Stress also affects the synaptic connections of the brain and decreases synaptogenesis in the prefrontal cortex, as seen in depressive patients. Along with the impairment in neurogenesis, depression leads to a decrease in synaptic density in the hippocampus and prefrontal cortex [3]. Exposure to chronic unpredicted stress (CUS) causes a decline in synaptic proteins and dendritic atrophy in the prefrontal cortex [8]. In a study done by Li et al. rats were exposed to CUS for 21 days after which there was a significant decrease in dendritic spines on the prefrontal cortex pyramidal neurons compared to the control animal [9]. The reduction in synaptic branches causes a reduction in serotonin and in excitatory postsynaptic potentials which is a factor in depressive behaviour [8].

1.3 Neurophysiology

Both stress and depression change the neurophysiology of the patient's brain.

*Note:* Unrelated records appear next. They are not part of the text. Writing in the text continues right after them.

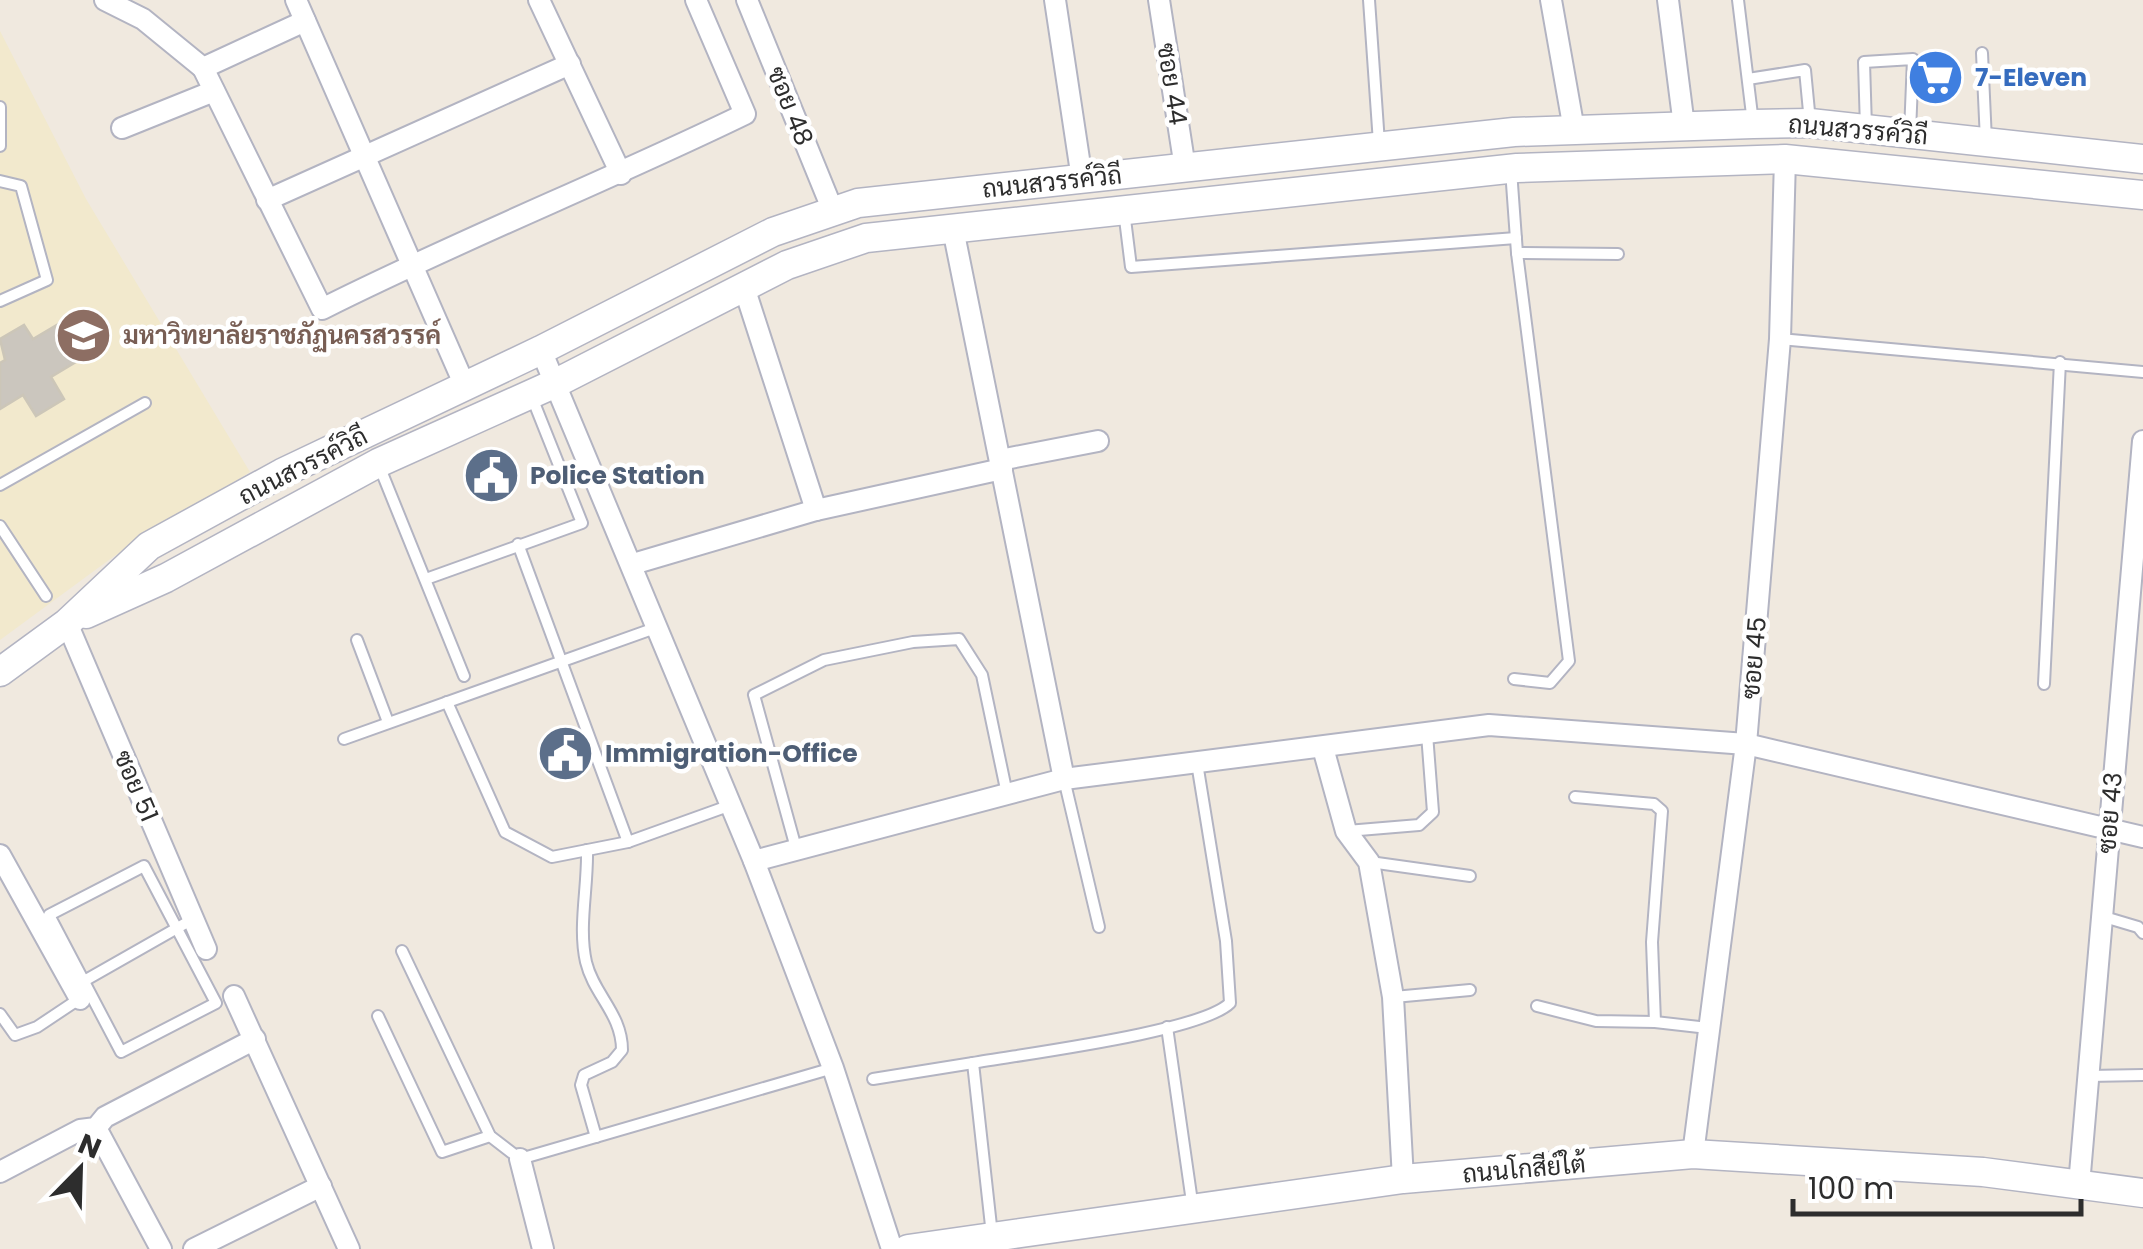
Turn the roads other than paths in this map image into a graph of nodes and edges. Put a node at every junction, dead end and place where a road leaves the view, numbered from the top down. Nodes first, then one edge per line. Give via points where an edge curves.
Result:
1 (105, 0) edge
2 (296, 0) edge
3 (696, 0) edge
4 (747, 0) edge
5 (1055, 0) edge
6 (1159, 0) edge
7 (1369, 0) edge
8 (1551, 0) edge
9 (1668, 0) edge
10 (1738, 0) edge
11 (542, 1) edge
12 (305, 21) junction
13 (1982, 53) dead end
14 (570, 64) junction
15 (203, 68) junction
16 (1748, 80) junction
17 (214, 91) junction
18 (0, 108) edge
19 (1798, 123) junction
20 (1753, 124) junction
21 (1684, 126) junction
22 (122, 128) dead end
23 (1866, 129) junction
24 (1574, 130) junction
25 (1910, 134) junction
26 (1986, 142) junction
27 (1379, 144) junction
28 (0, 146) edge
29 (364, 156) junction
30 (1785, 159) junction
31 (2143, 159) edge
32 (1186, 168) junction
33 (1511, 169) junction
34 (621, 174) junction
35 (1082, 179) junction
36 (0, 181) edge
37 (2143, 195) edge
38 (267, 200) junction
39 (1124, 210) junction
40 (834, 212) junction
41 (953, 229) junction
42 (1516, 238) junction
43 (1517, 253) junction
44 (1618, 254) dead end
45 (411, 264) junction
46 (744, 287) junction
47 (0, 302) edge
48 (1780, 339) junction
49 (541, 350) junction
50 (2060, 362) junction
51 (2143, 372) edge
52 (558, 382) junction
53 (465, 386) junction
54 (531, 394) junction
55 (145, 403) dead end
56 (1098, 441) dead end
57 (2143, 441) edge
58 (378, 463) junction
59 (1001, 465) junction
60 (0, 486) edge
61 (816, 510) junction
62 (0, 526) edge
63 (518, 544) junction
64 (633, 564) junction
65 (426, 579) junction
66 (46, 596) dead end
67 (2135, 611) edge
68 (67, 623) junction
69 (658, 626) junction
70 (358, 640) dead end
71 (562, 663) junction
72 (0, 672) edge
73 (464, 676) dead end
74 (1514, 679) dead end
75 (2044, 684) dead end
76 (447, 702) junction
77 (388, 722) junction
78 (1427, 734) junction
79 (344, 739) dead end
80 (1746, 744) junction
81 (1323, 748) junction
82 (1197, 762) junction
83 (1064, 780) junction
84 (1006, 794) junction
85 (1575, 797) dead end
86 (731, 805) junction
87 (2108, 827) junction
88 (1346, 831) junction
89 (2143, 837) edge
90 (628, 842) junction
91 (796, 848) junction
92 (587, 850) junction
93 (0, 855) edge
94 (754, 861) junction
95 (1369, 862) junction
96 (1470, 876) dead end
97 (2100, 916) junction
98 (185, 923) junction
99 (1098, 927) dead end
100 (2141, 927) edge
101 (206, 949) dead end
102 (402, 952) dead end
103 (82, 990) junction
104 (1470, 990) dead end
105 (234, 996) dead end
106 (1393, 997) junction
107 (1537, 1006) dead end
108 (0, 1014) edge
109 (378, 1016) dead end
110 (1655, 1022) junction
111 (1167, 1027) junction
112 (1710, 1028) junction
113 (255, 1039) junction
114 (973, 1063) junction
115 (833, 1068) junction
116 (2088, 1076) junction
117 (2143, 1076) edge
118 (874, 1079) dead end
119 (96, 1128) junction
120 (490, 1136) junction
121 (596, 1137) junction
122 (1693, 1154) junction
123 (520, 1159) junction
124 (0, 1172) edge
125 (1403, 1179) junction
126 (2079, 1184) junction
127 (321, 1186) junction
128 (2143, 1193) edge
129 (1192, 1209) junction
130 (992, 1235) junction
131 (161, 1249) edge
132 (194, 1249) edge
133 (349, 1249) edge
134 (542, 1249) edge
135 (892, 1249) edge
136 (908, 1249) edge

1 - 15 street via 143,19
2 - 12 street
3 - 34 street via 745,114
4 - 40 street, ซอย 48
5 - 35 street
6 - 32 street, ซอย 44
7 - 27 lane
8 - 24 street
9 - 21 street
10 - 16 lane
11 - 14 street
12 - 15 street
12 - 29 street
13 - 26 lane
14 - 29 street
14 - 34 street
15 - 17 street
16 - 19 lane via 1805,70
16 - 20 lane
17 - 22 street
17 - 38 street
18 - 28 lane
19 - 20 main road, ถนนสวรรค์วิถี
19 - 23 main road, ถนนสวรรค์วิถี
19 - 30 main road
20 - 21 main road, ถนนสวรรค์วิถี
21 - 24 main road, ถนนสวรรค์วิถี
23 - 25 main road, ถนนสวรรค์วิถี
23 - 25 lane via 1864,62 1913,59
24 - 27 main road, ถนนสวรรค์วิถี
25 - 26 main road, ถนนสวรรค์วิถี
26 - 31 main road, ถนนสวรรค์วิถี
27 - 32 main road, ถนนสวรรค์วิถี
29 - 38 street
29 - 45 street
30 - 33 main road, ถนนสวรรค์วิถี
30 - 37 main road, ถนนสวรรค์วิถี
30 - 48 street, ซอย 45
32 - 35 main road, ถนนสวรรค์วิถี
33 - 39 main road, ถนนสวรรค์วิถี
33 - 42 lane
34 - 45 street
35 - 40 main road, ถนนสวรรค์วิถี via 858,203
36 - 47 lane via 21,186 47,280
38 - 45 street via 322,309
39 - 41 main road, ถนนสวรรค์วิถี
39 - 42 lane via 1131,267
40 - 49 main road, ถนนสวรรค์วิถี via 772,232
41 - 46 main road, ถนนสวรรค์วิถี via 866,238
41 - 59 street
42 - 43 lane
43 - 44 lane
43 - 74 lane via 1569,661 1550,683
45 - 53 street
46 - 52 main road, ถนนสวรรค์วิถี
46 - 61 street
48 - 50 lane
48 - 80 street, ซอย 45
49 - 52 street
49 - 53 main road, ถนนสวรรค์วิถี
50 - 51 lane
50 - 75 lane
52 - 54 main road, ถนนสวรรค์วิถี
52 - 64 street
53 - 68 main road, ถนนสวรรค์วิถี via 149,546
54 - 58 main road, ถนนสวรรค์วิถี
54 - 63 lane via 582,523
55 - 60 lane
56 - 59 street
57 - 67 street, ซอย 43
58 - 65 lane
58 - 68 main road, ถนนสวรรค์วิถี via 166,578
59 - 61 street
59 - 83 street
61 - 64 street
62 - 66 lane
63 - 65 lane
63 - 71 lane
64 - 69 street
65 - 73 lane
67 - 87 street, ซอย 43
68 - 72 main road, ถนนสวรรค์วิถี
68 - 98 street, ซอย 51
69 - 71 lane
69 - 86 street
70 - 77 lane
71 - 76 lane
71 - 90 lane
76 - 77 lane
76 - 92 lane via 505,832 552,857
77 - 79 lane
78 - 80 street via 1489,725
78 - 81 street
78 - 88 lane via 1432,812 1419,825
80 - 87 street
80 - 112 street, ซอย 45
81 - 82 street
81 - 88 street
82 - 83 street
82 - 111 lane via 1230,1003 1219,1014
83 - 84 street
83 - 99 lane
84 - 91 street
84 - 91 lane via 982,675 958,639 824,660 754,695
85 - 110 lane via 1654,804 1662,811 1652,942
86 - 90 lane
86 - 94 street
87 - 89 street
87 - 97 street, ซอย 43
88 - 95 street
90 - 92 lane
91 - 94 street
92 - 121 lane via 587,967 622,1036 622,1050 612,1062 584,1075 581,1085
93 - 103 street
94 - 115 street
95 - 96 lane
95 - 106 street
97 - 100 lane
97 - 116 street, ซอย 43
98 - 101 street, ซอย 51
98 - 103 lane
98 - 103 lane via 144,866 49,915
98 - 103 lane via 216,1003 121,1052
102 - 120 lane
103 - 108 lane via 15,1035
104 - 106 lane
105 - 113 street
106 - 125 street
107 - 110 lane via 1596,1021
109 - 120 lane via 442,1152
110 - 112 lane
111 - 114 lane
111 - 129 lane
112 - 122 street, ซอย 45
113 - 119 street
113 - 127 street
114 - 118 lane
114 - 130 lane
115 - 121 lane
115 - 135 street
116 - 117 lane
116 - 126 street, ซอย 43
119 - 124 street
119 - 131 street
120 - 123 lane
121 - 123 lane
122 - 125 main road, ถนนโกสีย์ใต้
122 - 126 main road, ถนนโกสีย์ใต้
123 - 134 street
125 - 129 main road, ถนนโกสีย์ใต้
126 - 128 main road, ถนนโกสีย์ใต้
127 - 132 street
127 - 133 street
129 - 130 main road, ถนนโกสีย์ใต้
130 - 136 main road, ถนนโกสีย์ใต้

The reduction in neurogenesis had been shown to be responsible for a reduced hippocampal volume in depressive patients [4]. Similarly, the decrease in synaptic connections in the prefrontal cortex leads to a decreased prefrontal cortex volume [8]. Chronic stress influences neural plasticity and inhibitory networks as well. stress-induced-plasticity-in-the-glumatergic-syst inhibits the inhibitory neuron GAD67 and causes a decrease in GABA, changing the structure of the medial prefrontal cortex interneurons. This alteration of the GABA system, reduction in GABA concentration, and reduction in GAD67 proteins is also observed in depressive patients, suggesting its correlation to depressive behaviour [10].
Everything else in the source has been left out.